Both the BBC and the Con Dems have been using the appalling level of private sector pension provision as a perverse justification for slashing those in the public sector. This offers the unions a perfect opportunity to go on the ideological offensive. It could even be an idea that Ed Miliband and the Labour leadership could use to bash the Con Dems. Offering a coherent vision of what decent pensions for all working people would look like is something that could attract millions of despondent and nervous private sector workers to a fight against the government. The joint petition by the NUT, ATL, UCU and PCS to David Cameron, calling for all employers to provide decent occupational pension schemes and an increase in the state pension, is a first step which should be supported but we also need to raise the demand of the nationalisation of the pensions industry so that all workers can get a decent pension when they retire.

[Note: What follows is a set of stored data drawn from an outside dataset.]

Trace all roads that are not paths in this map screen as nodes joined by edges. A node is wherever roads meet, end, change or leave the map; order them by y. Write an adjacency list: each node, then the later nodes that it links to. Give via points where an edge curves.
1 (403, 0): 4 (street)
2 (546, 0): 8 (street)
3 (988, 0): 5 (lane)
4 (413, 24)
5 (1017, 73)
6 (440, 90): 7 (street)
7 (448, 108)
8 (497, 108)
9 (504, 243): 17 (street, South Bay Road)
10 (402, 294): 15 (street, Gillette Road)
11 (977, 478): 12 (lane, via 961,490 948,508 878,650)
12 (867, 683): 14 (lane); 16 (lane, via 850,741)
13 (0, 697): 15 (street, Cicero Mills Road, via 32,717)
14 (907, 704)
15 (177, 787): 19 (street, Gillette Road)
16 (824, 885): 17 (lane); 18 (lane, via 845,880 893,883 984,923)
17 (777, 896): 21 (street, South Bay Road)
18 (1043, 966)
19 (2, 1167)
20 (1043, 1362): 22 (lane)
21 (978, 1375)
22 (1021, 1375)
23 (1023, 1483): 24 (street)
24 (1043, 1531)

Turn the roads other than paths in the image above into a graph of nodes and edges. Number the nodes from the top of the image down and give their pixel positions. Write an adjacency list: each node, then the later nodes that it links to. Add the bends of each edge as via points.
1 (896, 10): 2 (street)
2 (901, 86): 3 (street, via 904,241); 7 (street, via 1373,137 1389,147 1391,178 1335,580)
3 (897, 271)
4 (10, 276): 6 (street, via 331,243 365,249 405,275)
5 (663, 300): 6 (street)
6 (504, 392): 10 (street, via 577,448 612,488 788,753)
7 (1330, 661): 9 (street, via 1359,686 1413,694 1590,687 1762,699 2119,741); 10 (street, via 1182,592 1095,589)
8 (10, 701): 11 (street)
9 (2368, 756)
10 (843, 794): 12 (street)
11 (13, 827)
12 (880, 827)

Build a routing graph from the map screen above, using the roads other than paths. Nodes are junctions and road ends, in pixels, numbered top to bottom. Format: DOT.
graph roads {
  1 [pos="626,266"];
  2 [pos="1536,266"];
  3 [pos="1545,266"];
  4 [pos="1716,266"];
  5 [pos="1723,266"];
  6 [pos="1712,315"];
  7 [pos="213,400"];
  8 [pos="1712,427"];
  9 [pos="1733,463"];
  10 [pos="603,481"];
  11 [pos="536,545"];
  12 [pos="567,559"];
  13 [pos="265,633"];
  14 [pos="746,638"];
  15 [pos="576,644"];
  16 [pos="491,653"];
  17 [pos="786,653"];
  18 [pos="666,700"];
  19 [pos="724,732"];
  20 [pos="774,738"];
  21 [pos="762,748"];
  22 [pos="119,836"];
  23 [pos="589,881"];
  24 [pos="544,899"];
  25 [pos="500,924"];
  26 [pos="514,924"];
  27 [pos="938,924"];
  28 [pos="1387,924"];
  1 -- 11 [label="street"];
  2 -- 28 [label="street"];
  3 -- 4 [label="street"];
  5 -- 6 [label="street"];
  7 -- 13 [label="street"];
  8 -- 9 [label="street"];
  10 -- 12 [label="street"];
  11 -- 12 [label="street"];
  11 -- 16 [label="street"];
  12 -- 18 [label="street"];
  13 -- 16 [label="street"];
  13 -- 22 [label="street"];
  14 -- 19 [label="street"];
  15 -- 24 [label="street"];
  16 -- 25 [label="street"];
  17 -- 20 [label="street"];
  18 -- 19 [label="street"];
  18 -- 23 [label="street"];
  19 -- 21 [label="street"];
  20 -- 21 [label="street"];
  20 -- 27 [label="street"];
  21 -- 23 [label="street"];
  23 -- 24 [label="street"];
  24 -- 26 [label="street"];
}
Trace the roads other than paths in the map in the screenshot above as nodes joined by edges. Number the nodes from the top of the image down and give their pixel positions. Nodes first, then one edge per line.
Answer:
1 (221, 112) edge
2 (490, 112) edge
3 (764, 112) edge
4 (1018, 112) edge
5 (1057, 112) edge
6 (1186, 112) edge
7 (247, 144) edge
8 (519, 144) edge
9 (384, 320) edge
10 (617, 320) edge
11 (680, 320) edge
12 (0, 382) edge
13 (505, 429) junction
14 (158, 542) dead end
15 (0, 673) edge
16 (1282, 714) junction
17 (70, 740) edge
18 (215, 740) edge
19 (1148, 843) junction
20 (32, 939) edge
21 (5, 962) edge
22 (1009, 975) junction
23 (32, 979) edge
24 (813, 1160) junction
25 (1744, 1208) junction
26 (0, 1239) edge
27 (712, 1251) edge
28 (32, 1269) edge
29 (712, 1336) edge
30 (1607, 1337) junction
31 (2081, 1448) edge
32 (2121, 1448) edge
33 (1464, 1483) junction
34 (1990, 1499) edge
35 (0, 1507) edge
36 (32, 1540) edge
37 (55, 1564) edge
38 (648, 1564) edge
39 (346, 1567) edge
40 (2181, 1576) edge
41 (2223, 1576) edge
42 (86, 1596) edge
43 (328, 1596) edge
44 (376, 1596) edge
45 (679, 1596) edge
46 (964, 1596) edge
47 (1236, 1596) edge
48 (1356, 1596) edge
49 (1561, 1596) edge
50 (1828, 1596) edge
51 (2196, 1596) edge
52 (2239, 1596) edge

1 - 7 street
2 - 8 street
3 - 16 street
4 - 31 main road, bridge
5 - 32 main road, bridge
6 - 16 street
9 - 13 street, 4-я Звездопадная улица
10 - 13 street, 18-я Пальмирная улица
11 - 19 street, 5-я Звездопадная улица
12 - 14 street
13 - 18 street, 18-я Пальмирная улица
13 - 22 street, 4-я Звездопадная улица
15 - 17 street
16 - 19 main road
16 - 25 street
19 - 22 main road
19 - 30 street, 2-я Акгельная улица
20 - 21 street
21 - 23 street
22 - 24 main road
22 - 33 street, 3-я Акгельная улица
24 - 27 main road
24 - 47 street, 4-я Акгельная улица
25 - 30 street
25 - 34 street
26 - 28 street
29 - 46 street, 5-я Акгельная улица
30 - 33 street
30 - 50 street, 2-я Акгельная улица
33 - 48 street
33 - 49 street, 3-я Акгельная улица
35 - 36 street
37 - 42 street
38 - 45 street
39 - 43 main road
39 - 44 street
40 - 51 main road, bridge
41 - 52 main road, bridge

June 30th was an impressive display of union militancy and working class power. Every family with school age children was shown just how much clout teachers and other education workers can have. Civil servants paralysed whole swathes of the state. The fight inside the unions now has to be to hold to account those union leaderships who have held back from the struggle to defend pensions. The NASUWT, Unison and the GMB have to be persuaded to ballot for autumn action in conjunction with the ATL, NUT, PCS and UCU. The Con Dems can be defeated on this issue. They have to be.

1 Comment

  1. We need to put even more emphasis on the fact that the strike has kickstarted a debate across society which needs to engaged with energetically. Union members must continue to argue the case with service users and private sector workers for a united fightback to defend public services, including more strikes. The support of UKUncut and COR for yesterday’s action points the way for a future, more powerful alliance of public sector trade unionists and service users. But we have a long way to go. The general strike that the SWP talk about will only ever happen if we can convince the majority of people to a) resist the cuts and b) that there is an alternative.

    To do that, trade unionists must become more political and seek to build links with civil society, which means, yes, supporting local struggles to defend services, but also apparently small but potentially very important things like organising volunteer programs to teach English to precarious migrant workers.